[Saved data entries]

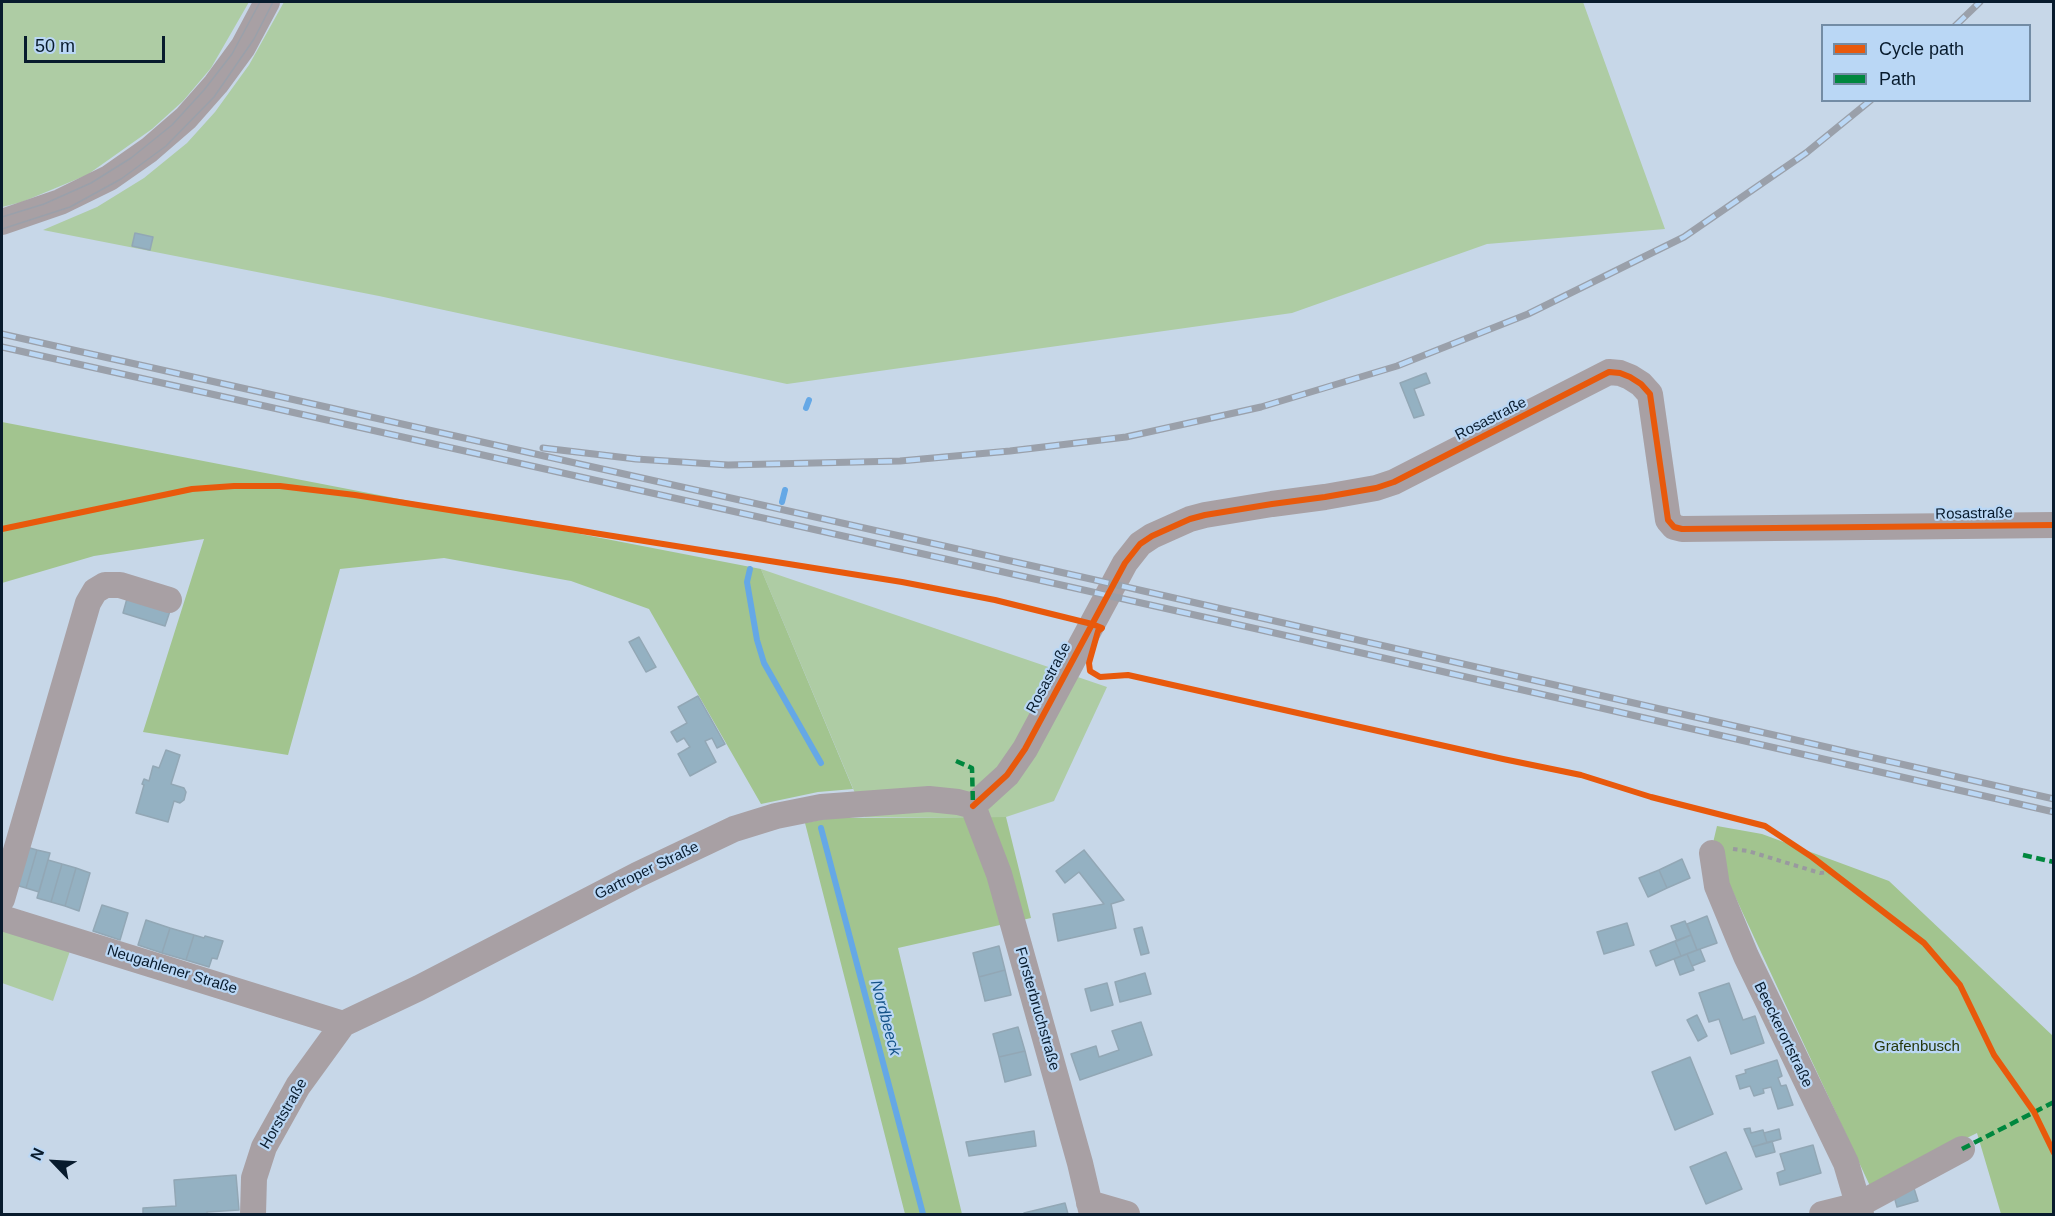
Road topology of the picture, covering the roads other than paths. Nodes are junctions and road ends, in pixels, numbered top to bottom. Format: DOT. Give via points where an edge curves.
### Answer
graph roads {
  1 [pos="267,2"];
  2 [pos="2,222"];
  3 [pos="2054,525"];
  4 [pos="169,600"];
  5 [pos="973,806"];
  6 [pos="1712,854"];
  7 [pos="2,899"];
  8 [pos="2,918"];
  9 [pos="343,1024"];
  10 [pos="1962,1149"];
  11 [pos="1090,1209"];
  12 [pos="1860,1210"];
  13 [pos="252,1215"];
  14 [pos="1127,1215"];
  15 [pos="1822,1215"];
  1 -- 2 [label="street" via="243,47 216,84 186,118 149,150 90,188"];
  3 -- 5 [label="street, Rosastraße" via="1674,527 1668,520 1650,394 1630,377 1609,372 1394,482 1206,515 1140,544 1125,563 1025,749 1007,775"];
  4 -- 7 [label="street" via="120,585 105,585 95,591 88,603"];
  5 -- 9 [label="street, Gartroper Straße" via="929,799 821,807 734,829"];
  5 -- 11 [label="street, Forsterbruchstraße" via="999,874"];
  6 -- 12 [label="street, Beeckerortstraße" via="1717,886 1778,1025 1846,1163"];
  8 -- 9 [label="street, Neugahlener Straße"];
  9 -- 13 [label="street, Horststraße" via="298,1086 264,1147 254,1178"];
  10 -- 12 [label="street"];
  11 -- 14 [label="street"];
  12 -- 15 [label="street"];
}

■ EXERCISE BRIEF: Only the wording of the records is wanted: copy it all exactly and omit the pictures.

■ EXERCISE RESPONSE:
Road topology of the picture, covering the roads other than paths. Nodes are junctions and road ends, in pixels, numbered top to bottom. Format: DOT. Give via points where an edge curves.
### Answer
graph roads {
  1 [pos="267,2"];
  2 [pos="2,222"];
  3 [pos="2054,525"];
  4 [pos="169,600"];
  5 [pos="973,806"];
  6 [pos="1712,854"];
  7 [pos="2,899"];
  8 [pos="2,918"];
  9 [pos="343,1024"];
  10 [pos="1962,1149"];
  11 [pos="1090,1209"];
  12 [pos="1860,1210"];
  13 [pos="252,1215"];
  14 [pos="1127,1215"];
  15 [pos="1822,1215"];
  1 -- 2 [label="street" via="243,47 216,84 186,118 149,150 90,188"];
  3 -- 5 [label="street, Rosastraße" via="1674,527 1668,520 1650,394 1630,377 1609,372 1394,482 1206,515 1140,544 1125,563 1025,749 1007,775"];
  4 -- 7 [label="street" via="120,585 105,585 95,591 88,603"];
  5 -- 9 [label="street, Gartroper Straße" via="929,799 821,807 734,829"];
  5 -- 11 [label="street, Forsterbruchstraße" via="999,874"];
  6 -- 12 [label="street, Beeckerortstraße" via="1717,886 1778,1025 1846,1163"];
  8 -- 9 [label="street, Neugahlener Straße"];
  9 -- 13 [label="street, Horststraße" via="298,1086 264,1147 254,1178"];
  10 -- 12 [label="street"];
  11 -- 14 [label="street"];
  12 -- 15 [label="street"];
}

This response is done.